Google Glasses: Do We Want to Live in a World Where People Can Wear Devices on Their Faces That Can Record Anything at Anytime?

The Google Glass Culture War Meets Its Waterloo

May 25, 2014

The Wire - In perhaps the lamest page from our "the way we live now" handbook, Feast—a restaurant whose $24 squid ink pappardelle symbolizes what befell New York's once rough-and-tumble East Village—has become a flashpoint in the Google Glass battle.

At issue here is one key idea: Do we want to live in a world where people can wear devices on their faces that can record anything at anytime? As EVGrieve reports, when one woman was asked by Feast's management to remove her Google Glass and refused, things got heated quickly. The woman, Katy Kasmai, wrote an account of her travails on Google+ (it has since been seen 1.7 million times):
For the first time ever this place, Feast, in #NYC just asked that I remove +Google Glass because customers have complained of privacy concerns in the past. Never has happened to me before in the one year I've had Glass. I left. #throughglass Feast
Then came the cascade of negative reviews of Feast on Google+, which as it's been pointed out, is the very first search result for the restaurant.  Many of the reviewers mentioned absolutely nothing about the food and/or submitted reviews from far away, mostly deriding the restaurant for its Google Glass policy.
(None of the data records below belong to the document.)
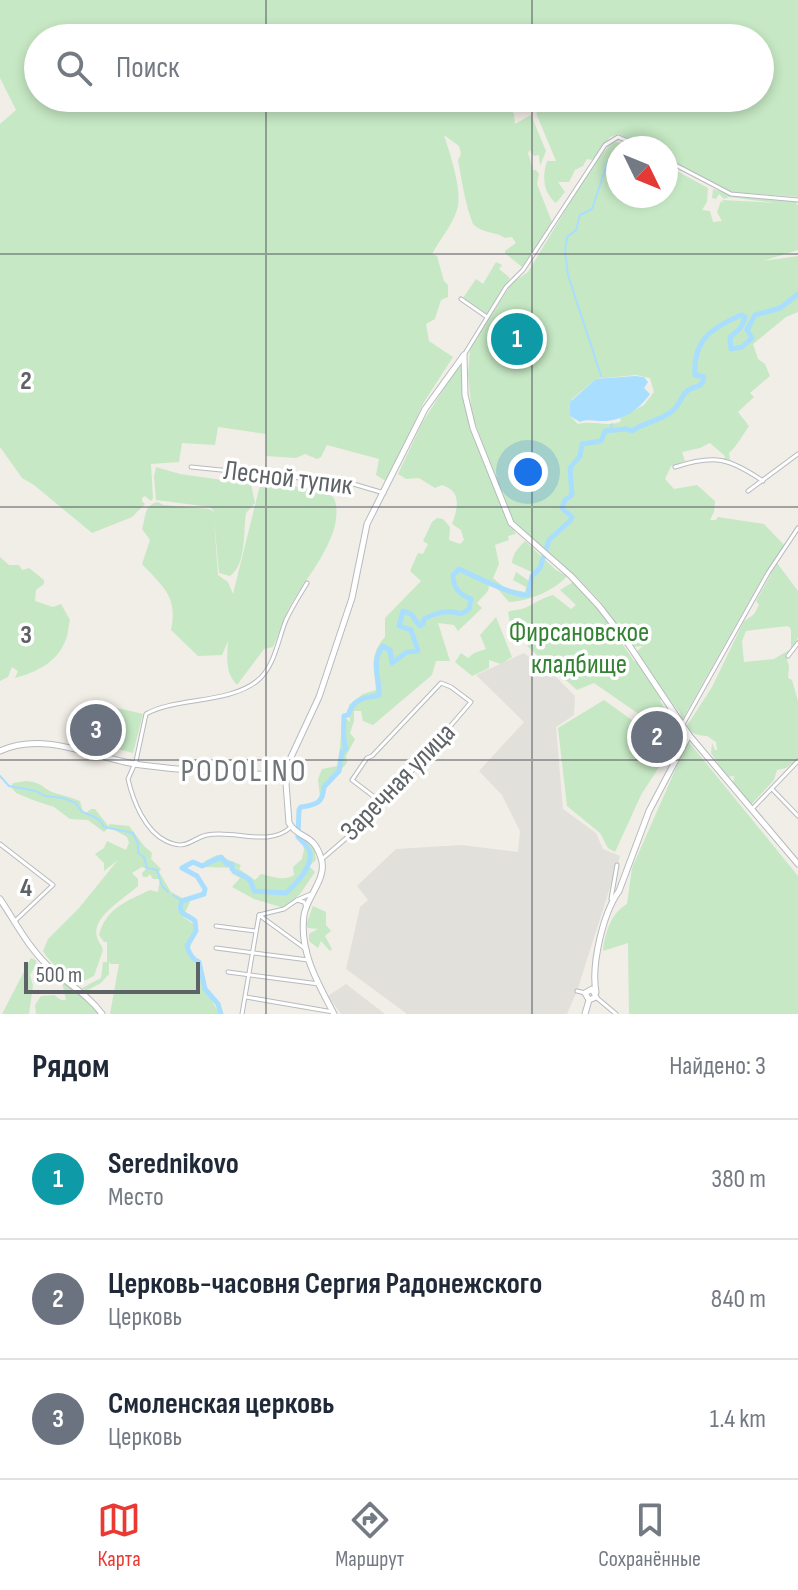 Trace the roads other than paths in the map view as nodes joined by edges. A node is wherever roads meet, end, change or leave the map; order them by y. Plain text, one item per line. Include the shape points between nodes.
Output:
1 (606, 144) edge
2 (678, 166) edge
3 (798, 200) edge
4 (461, 299) dead end
5 (487, 317) junction
6 (464, 355) junction
7 (798, 454) edge
8 (191, 467) dead end
9 (675, 467) dead end
10 (763, 481) junction
11 (748, 491) dead end
12 (384, 493) junction
13 (798, 528) edge
14 (307, 583) dead end
15 (798, 643) edge
16 (788, 656) dead end
17 (682, 726) junction
18 (689, 735) junction
19 (0, 751) edge
20 (135, 764) junction
21 (797, 765) edge
22 (284, 775) junction
23 (772, 789) junction
24 (377, 799) junction
25 (752, 809) junction
26 (798, 816) edge
27 (296, 831) junction
28 (0, 844) edge
29 (318, 850) junction
30 (329, 852) junction
31 (322, 859) junction
32 (798, 864) edge
33 (617, 865) dead end
34 (311, 894) junction
35 (0, 899) edge
36 (611, 899) junction
37 (297, 900) junction
38 (306, 907) junction
39 (259, 915) junction
40 (13, 923) junction
41 (216, 926) dead end
42 (255, 931) junction
43 (216, 948) dead end
44 (307, 950) junction
45 (252, 953) junction
46 (308, 960) junction
47 (228, 972) dead end
48 (249, 975) junction
49 (319, 984) junction
50 (577, 991) dead end
51 (591, 994) junction
52 (245, 997) junction
53 (334, 1013) edge
54 (102, 1014) edge
55 (242, 1014) edge
56 (585, 1014) edge
57 (616, 1014) edge

1 - 5 street
2 - 3 street via 731,194
4 - 5 street
5 - 6 street
6 - 12 street via 425,409
6 - 17 street via 466,401 511,523 599,606
7 - 10 street
8 - 12 street, Лесной тупик via 350,483
9 - 10 street via 701,459 733,462
10 - 11 street
12 - 22 street via 367,524 352,598 315,708
13 - 17 street
14 - 20 street via 258,680 231,693 148,713
15 - 16 street
17 - 18 street
18 - 25 street
18 - 36 street
19 - 20 street via 72,747
20 - 22 street
20 - 27 street via 128,782 141,815 168,842 185,846 209,835 277,836
21 - 23 street
22 - 27 street
23 - 25 street
23 - 26 street
24 - 24 street, Заречная улица via 406,778 471,702 441,683 367,758 352,780
24 - 30 street, Заречная улица via 357,829
25 - 32 street
27 - 29 street via 312,839
28 - 40 street via 53,885
29 - 30 street
29 - 31 street
30 - 31 street, Заречная улица
31 - 34 street
33 - 36 street
34 - 37 street
34 - 38 street
35 - 40 street
36 - 51 street
37 - 38 street
37 - 39 street
38 - 44 street
39 - 42 street
39 - 44 street
40 - 54 street via 47,964
41 - 42 street
42 - 45 street
43 - 45 street
44 - 46 street
45 - 46 street
45 - 48 street
46 - 49 street
47 - 48 street
48 - 49 street
48 - 52 street
49 - 53 street
50 - 51 street
51 - 56 street
51 - 57 street
52 - 53 street
52 - 55 street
But as the negative reviews came tumbling in, they were counterbalanced by a spate of positive reviews, not only on Google+, but also on Yelp.

At play here are several components of our digital struggle. There's the already arbitrary and deleterious impact of online reviews on a business (that may or may not deserve it) mixed with an ideological schism over the extent to which we're entitled to privacy and whether wearable technology like Google Glass violates that privacy. 
 
As we noted earlier this year, Google laid out an etiquette guide for its Glass "explorers" to follow, specifically requesting that Glass users not be "Glassholes" by being "creepy" or "rude." Of course, there's nothing binding about that and stories of Google Glass wearers suffering assaults (but not thefts) speak to a broader discomfort with regard to the technology.
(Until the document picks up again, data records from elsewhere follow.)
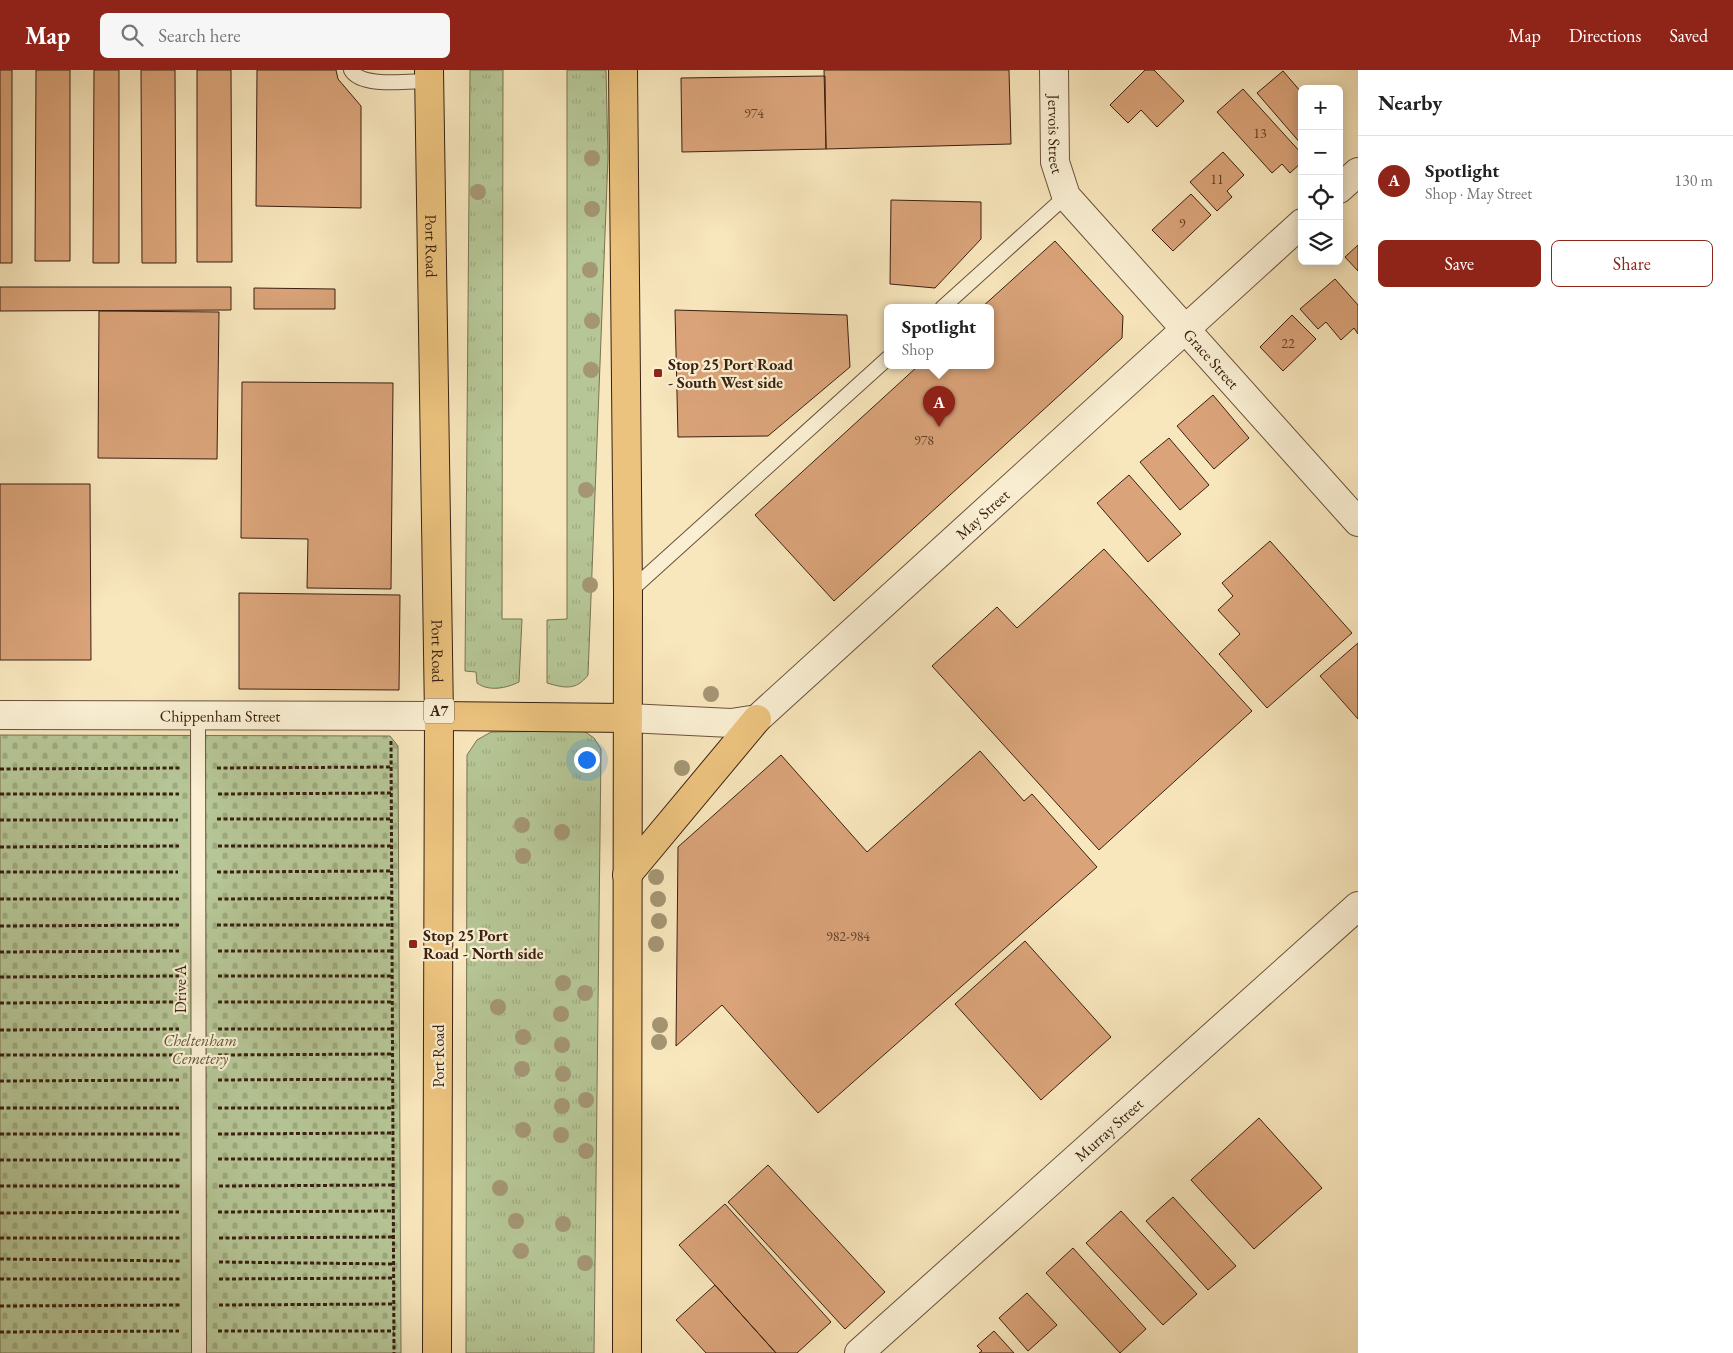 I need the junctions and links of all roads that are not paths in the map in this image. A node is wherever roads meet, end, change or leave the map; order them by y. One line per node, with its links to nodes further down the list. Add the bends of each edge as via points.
1 (351, 70): 4 (lane, via 354,76 368,82)
2 (623, 70): 13 (highway)
3 (1054, 70): 7 (street, Jervois Street, via 1055,162)
4 (429, 75): 16 (highway, Port Road / A7)
5 (1358, 172): 6 (street)
6 (1343, 185)
7 (1066, 196): 9 (lane); 10 (street, Grace Street)
8 (1298, 227): 10 (street, May Street)
9 (946, 304)
10 (1184, 328): 12 (street, Grace Street); 18 (street, May Street)
11 (884, 362): 13 (lane)
12 (1358, 522)
13 (628, 592): 17 (highway)
14 (0, 715): 15 (street, Chippenham Street)
15 (198, 716): 16 (street, Chippenham Street); 21 (lane, Drive A)
16 (439, 716): 17 (highway); 22 (highway, Port Road / A7)
17 (628, 718): 18 (street, via 731,723); 19 (highway)
18 (757, 719): 19 (highway)
19 (627, 874): 23 (highway)
20 (1358, 906): 24 (street, Murray Street)
21 (198, 1353)
22 (437, 1353)
23 (627, 1353)
24 (859, 1353)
This kerfuffle doesn't seem all that different than businesses like Hot Bird, a bar in Brooklyn that recently banned babies and young children. While safety factored into the bar's decision, so did the wishes of the clientele. This was the same rationale given by Feast in explaining why it asked the Glass user to remove her device. Businesses thrive or die based on the wishes of its customers. Until attitudes change, restaurants like Feast will probably keep asking customers to stop making other customers uncomfortable, whether it's Google Glass, being too drunk, or actually ordering the beet ravioli.

As Google Glass becomes more ubiquitous, we should expect more fights like this to erupt. And then, once we all have our Google Glass, this whole chapter will probably just become an old image of ourselves that was taken when we hoped no one was recording.